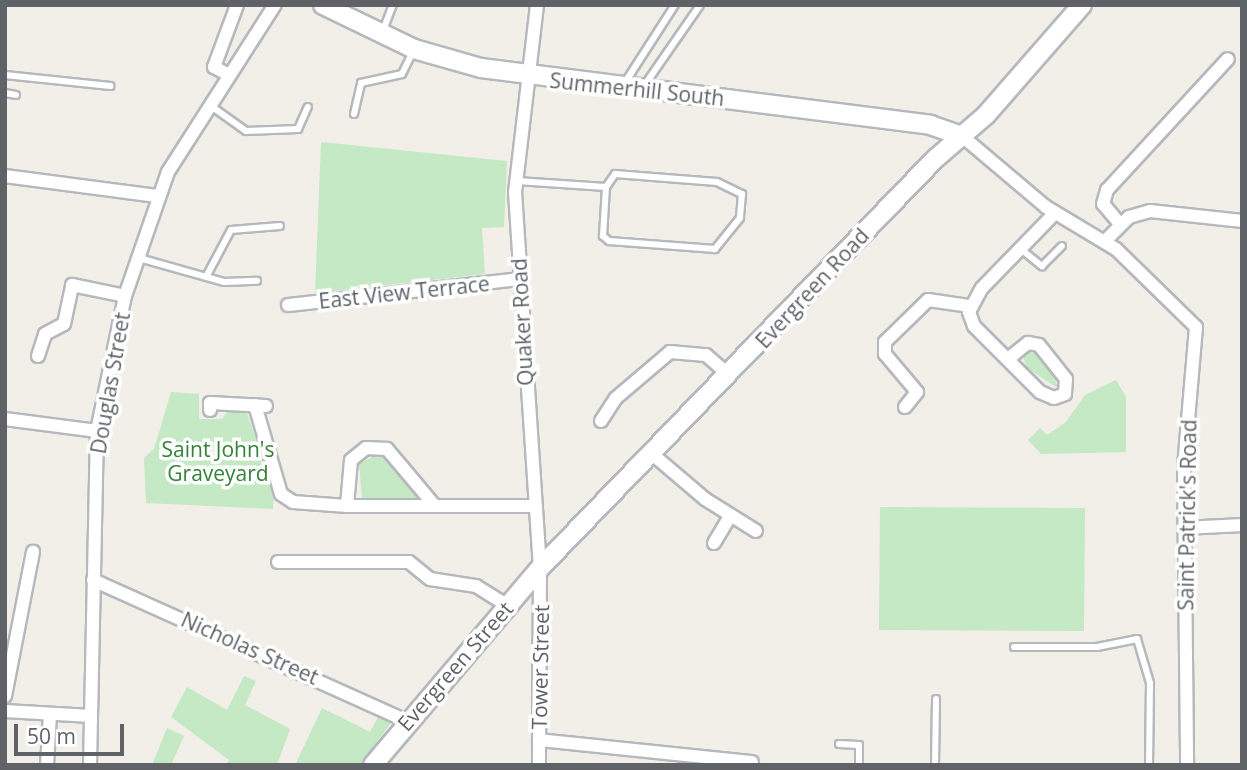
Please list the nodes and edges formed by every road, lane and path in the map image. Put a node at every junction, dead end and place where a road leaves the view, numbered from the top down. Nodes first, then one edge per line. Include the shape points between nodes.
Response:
1 (237, 5) edge
2 (275, 5) edge
3 (323, 5) edge
4 (393, 5) edge
5 (537, 5) edge
6 (675, 5) edge
7 (700, 5) edge
8 (1082, 5) edge
9 (382, 34) junction
10 (414, 49) junction
11 (1228, 59) dead end
12 (5, 75) edge
13 (229, 75) junction
14 (527, 77) junction
15 (110, 86) dead end
16 (620, 88) junction
17 (641, 90) junction
18 (5, 93) edge
19 (16, 95) dead end
20 (209, 105) junction
21 (308, 107) dead end
22 (354, 114) dead end
23 (962, 136) junction
24 (5, 176) edge
25 (515, 181) junction
26 (606, 187) junction
27 (156, 195) junction
28 (1055, 213) junction
29 (1242, 221) edge
30 (1120, 224) junction
31 (280, 226) dead end
32 (1105, 241) junction
33 (1062, 246) dead end
34 (1021, 250) junction
35 (137, 258) junction
36 (206, 277) junction
37 (520, 279) junction
38 (257, 281) dead end
39 (125, 296) junction
40 (288, 305) dead end
41 (969, 306) junction
42 (38, 356) dead end
43 (1008, 359) junction
44 (728, 374) junction
45 (905, 407) dead end
46 (210, 410) dead end
47 (5, 419) edge
48 (601, 421) dead end
49 (97, 431) junction
50 (651, 453) junction
51 (347, 506) junction
52 (435, 506) junction
53 (532, 506) junction
54 (730, 516) junction
55 (1242, 525) edge
56 (1184, 528) junction
57 (756, 531) dead end
58 (714, 543) dead end
59 (33, 552) dead end
60 (278, 562) dead end
61 (540, 568) junction
62 (93, 580) junction
63 (508, 606) junction
64 (1014, 647) dead end
65 (5, 696) edge
66 (936, 699) dead end
67 (5, 711) edge
68 (50, 714) junction
69 (91, 716) junction
70 (405, 720) junction
71 (539, 740) junction
72 (839, 744) dead end
73 (752, 762) dead end
74 (47, 765) edge
75 (90, 765) edge
76 (373, 765) edge
77 (539, 765) edge
78 (859, 765) edge
79 (935, 765) edge
80 (1149, 765) edge
81 (1187, 765) edge

1 - 13 street via 214,67
2 - 13 street, Douglas Street
3 - 9 main road, Summerhill South
4 - 9 lane
5 - 14 street, Quaker Road
6 - 16 lane
7 - 17 lane
8 - 23 main road, Evergreen Road
9 - 10 main road, Summerhill South
10 - 14 main road, Summerhill South
10 - 22 lane via 402,74 361,83
11 - 30 street via 1107,190 1103,204
12 - 15 lane
13 - 20 street, Douglas Street
14 - 16 main road, Summerhill South
14 - 25 street, Quaker Road
16 - 17 main road, Summerhill South
17 - 23 main road, Summerhill South via 930,125
18 - 19 lane
20 - 21 lane via 246,131 298,129
20 - 27 street, Douglas Street
23 - 28 street, Saint Patrick's Road
23 - 44 main road, Evergreen Road
24 - 27 street
25 - 26 lane
25 - 37 street, Quaker Road
26 - 26 lane via 603,236 609,242 715,249 740,218 742,194 717,182 615,174
27 - 35 street, Douglas Street
28 - 32 street, Saint Patrick's Road
28 - 34 street
29 - 30 street via 1150,211
30 - 32 street
31 - 36 lane via 224,235
32 - 56 street, Saint Patrick's Road via 1179,304 1197,330 1185,444
33 - 34 lane via 1042,266
34 - 41 street
35 - 36 lane
35 - 39 street, Douglas Street
36 - 38 lane
37 - 40 street, East View Terrace
37 - 53 street, Quaker Road
39 - 42 street via 72,285 64,324 44,334
39 - 49 street, Douglas Street
41 - 43 street via 974,326
41 - 45 street via 928,300 885,342 885,354 917,392
43 - 43 street via 1044,395 1065,394 1066,379 1039,345 1028,343
44 - 48 street via 706,355 670,352 616,398
44 - 50 main road, Evergreen Road
46 - 51 street via 210,403 261,406 281,494 293,502
47 - 49 street
49 - 62 street, Douglas Street
50 - 54 street
50 - 61 main road, Evergreen Road
51 - 52 street
51 - 52 street via 351,460 376,446 393,453
52 - 53 street
53 - 61 street, Quaker Road
54 - 57 street
54 - 58 street
55 - 56 street
56 - 81 street, Saint Patrick's Road
59 - 65 street
60 - 63 street via 409,562 430,579 477,586
61 - 63 main road, Evergreen Street
61 - 71 street, Tower Street
62 - 69 street, Douglas Street
62 - 70 street, Nicholas Street
63 - 70 main road, Evergreen Street
64 - 80 lane via 1097,648 1137,639 1150,683
66 - 79 lane
67 - 68 street
68 - 69 street
68 - 74 street
69 - 75 street, Douglas Street
70 - 76 main road, Evergreen Street
71 - 73 street
71 - 77 street, Tower Street
72 - 78 lane via 859,745

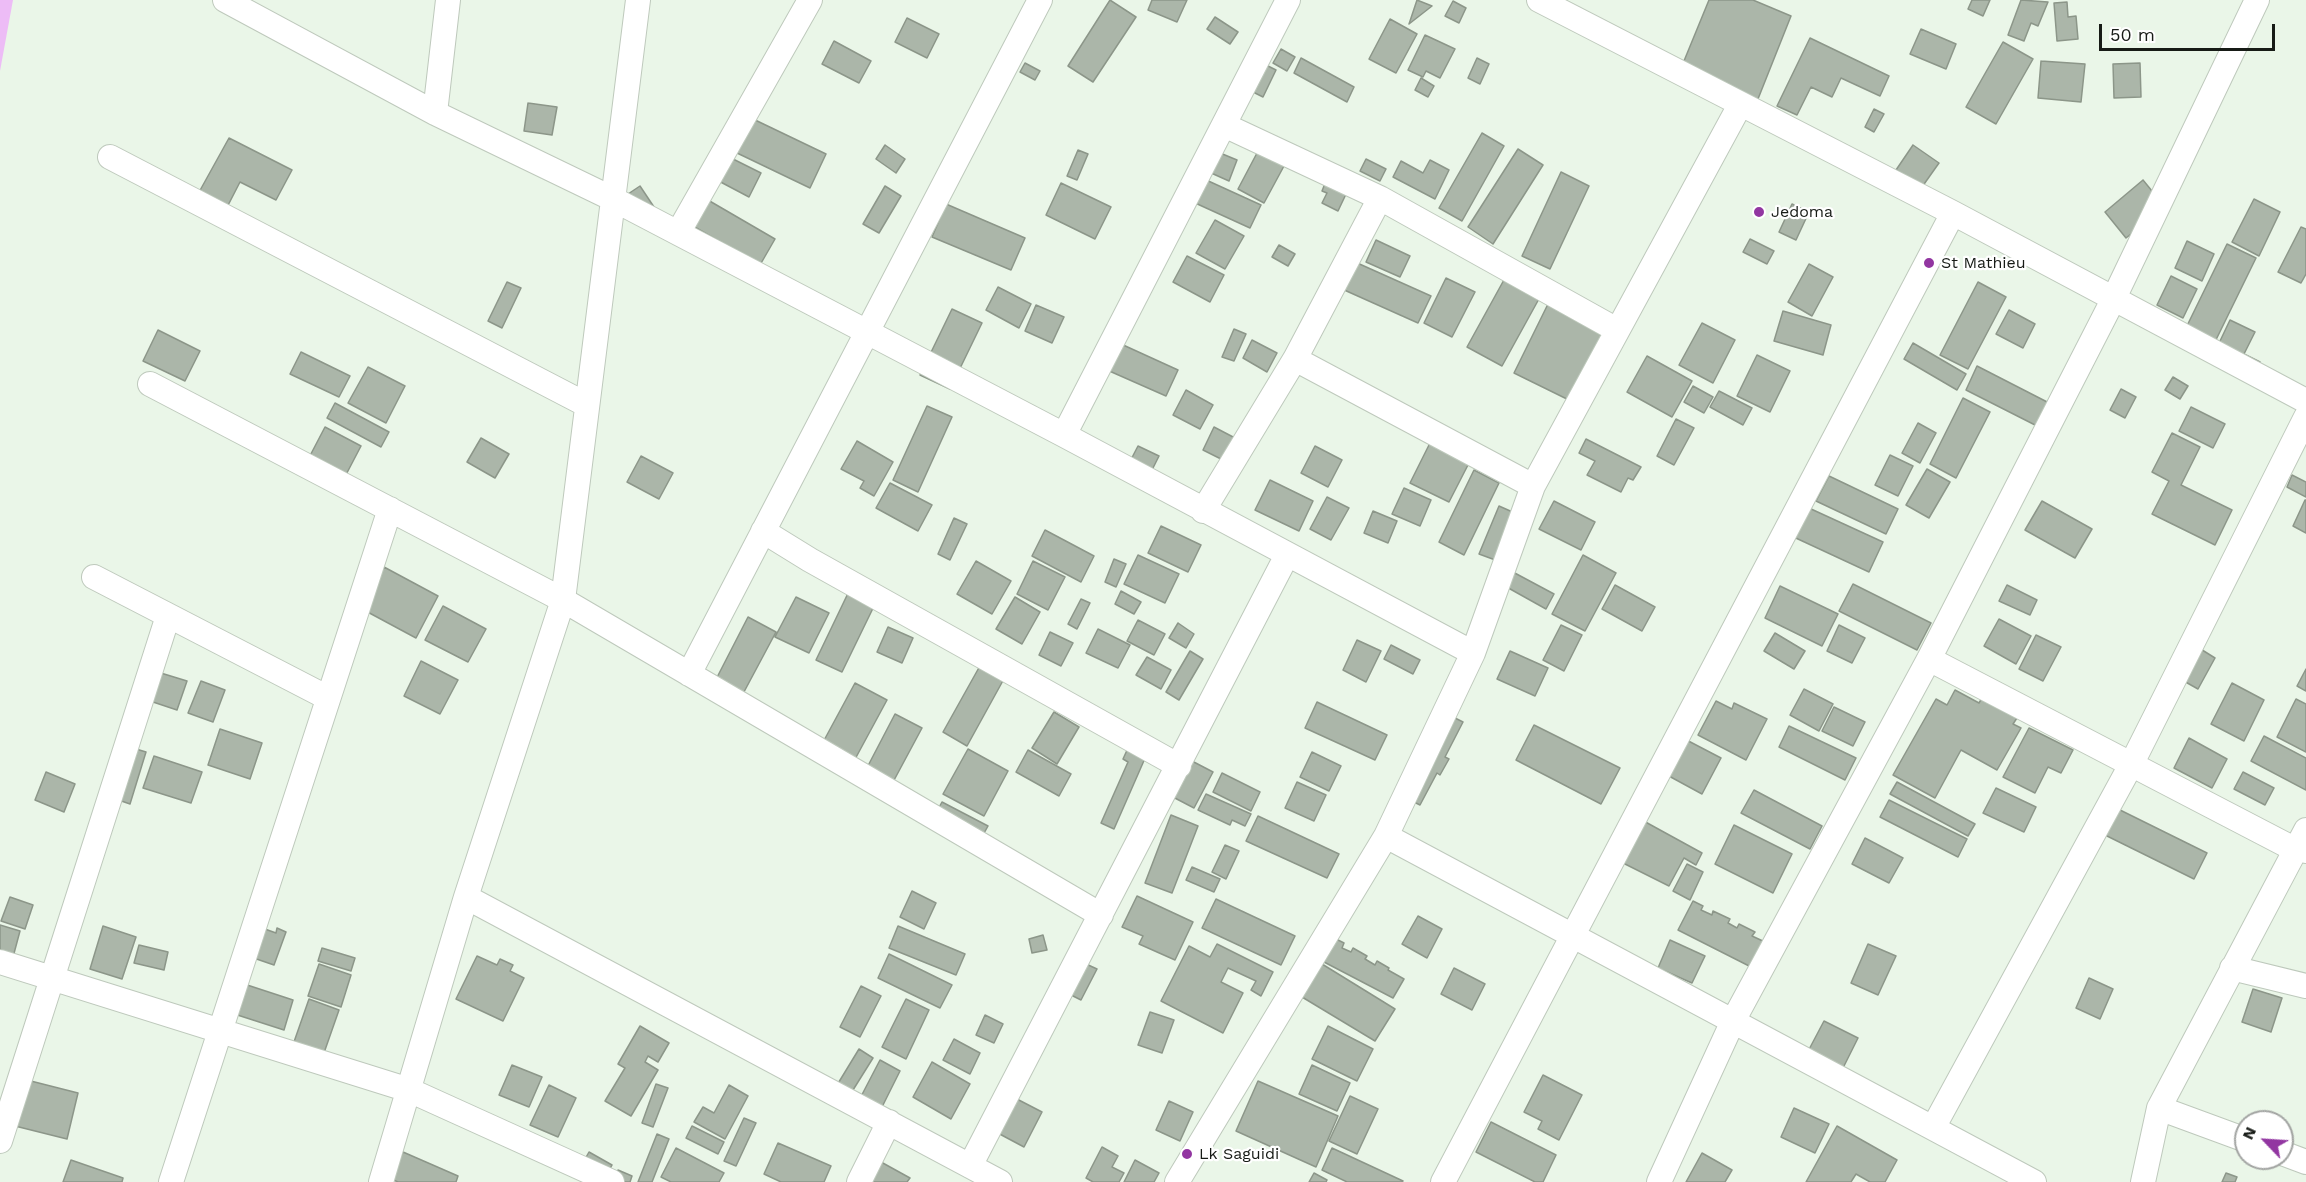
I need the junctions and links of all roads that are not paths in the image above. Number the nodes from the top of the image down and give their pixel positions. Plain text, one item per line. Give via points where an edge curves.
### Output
1 (225, 0) edge
2 (448, 0) edge
3 (638, 0) edge
4 (810, 0) edge
5 (1040, 0) edge
6 (1288, 0) edge
7 (1539, 0) edge
8 (2257, 0) edge
9 (268, 11) edge
10 (1740, 105) junction
11 (435, 113) junction
12 (1224, 125) junction
13 (110, 157) dead end
14 (1380, 198) junction
15 (613, 199) junction
16 (1953, 213) junction
17 (678, 234) junction
18 (2113, 300) junction
19 (1617, 330) junction
20 (867, 332) junction
21 (1295, 359) junction
22 (150, 384) dead end
23 (2306, 401) edge
24 (587, 405) junction
25 (2306, 417) edge
26 (1064, 435) junction
27 (1533, 486) junction
28 (390, 509) junction
29 (1203, 511) junction
30 (763, 531) junction
31 (1287, 555) junction
32 (94, 577) dead end
33 (563, 600) junction
34 (168, 616) junction
35 (1473, 653) junction
36 (1929, 659) junction
37 (689, 674) junction
38 (328, 698) junction
39 (2132, 763) junction
40 (1179, 766) junction
41 (1386, 836) junction
42 (2302, 843) edge
43 (466, 897) junction
44 (1101, 915) junction
45 (1573, 936) junction
46 (0, 962) edge
47 (2232, 968) junction
48 (52, 978) junction
49 (2306, 986) edge
50 (1733, 1021) junction
51 (220, 1030) junction
52 (410, 1090) junction
53 (2159, 1108) junction
54 (889, 1122) junction
55 (1933, 1128) junction
56 (2234, 1136) edge
57 (0, 1141) edge
58 (970, 1166) junction
59 (171, 1182) edge
60 (381, 1182) edge
61 (612, 1182) edge
62 (859, 1182) edge
63 (1000, 1182) edge
64 (1177, 1182) edge
65 (1443, 1182) edge
66 (1659, 1182) edge
67 (2034, 1182) edge
68 (2143, 1182) edge

1 - 9 street
2 - 11 street
3 - 15 street
4 - 17 street
5 - 20 street
6 - 12 street
7 - 10 street
8 - 18 street
9 - 11 street
10 - 16 street
10 - 19 street
11 - 15 street
12 - 14 street
12 - 26 street
13 - 24 street
14 - 19 street
14 - 21 street
15 - 17 street
15 - 24 street
16 - 18 street
16 - 45 street
17 - 20 street
18 - 23 street
18 - 36 street
19 - 27 street
20 - 26 street
20 - 30 street
21 - 27 street
21 - 29 street
22 - 28 street
24 - 33 street
25 - 39 street
26 - 29 street
27 - 35 street
28 - 33 street
28 - 38 street
29 - 31 street
30 - 37 street
30 - 40 street
31 - 35 street
31 - 40 street
32 - 34 street
33 - 37 street
33 - 43 street
34 - 38 street
34 - 48 street
35 - 41 street
36 - 39 street
36 - 50 street
37 - 44 street
38 - 51 street
39 - 42 street
39 - 55 street
40 - 44 street
41 - 45 street
41 - 64 street
42 - 47 street
43 - 52 street
43 - 54 street
44 - 58 street
45 - 50 street
45 - 65 street
46 - 48 street
47 - 49 street
47 - 53 street
48 - 51 street
48 - 57 street
50 - 55 street
50 - 66 street
51 - 52 street
51 - 59 street
52 - 60 street
52 - 61 street
53 - 56 street
53 - 68 street
54 - 58 street
54 - 62 street
55 - 67 street
58 - 63 street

━━━━━━━━━━━━━━━━━━━━

Task instructions :: Please show every line of the records that holds the word "Summerhill".

Output of the task ::
3 - 9 main road, Summerhill South
9 - 10 main road, Summerhill South
10 - 14 main road, Summerhill South
14 - 16 main road, Summerhill South
16 - 17 main road, Summerhill South
17 - 23 main road, Summerhill South via 930,125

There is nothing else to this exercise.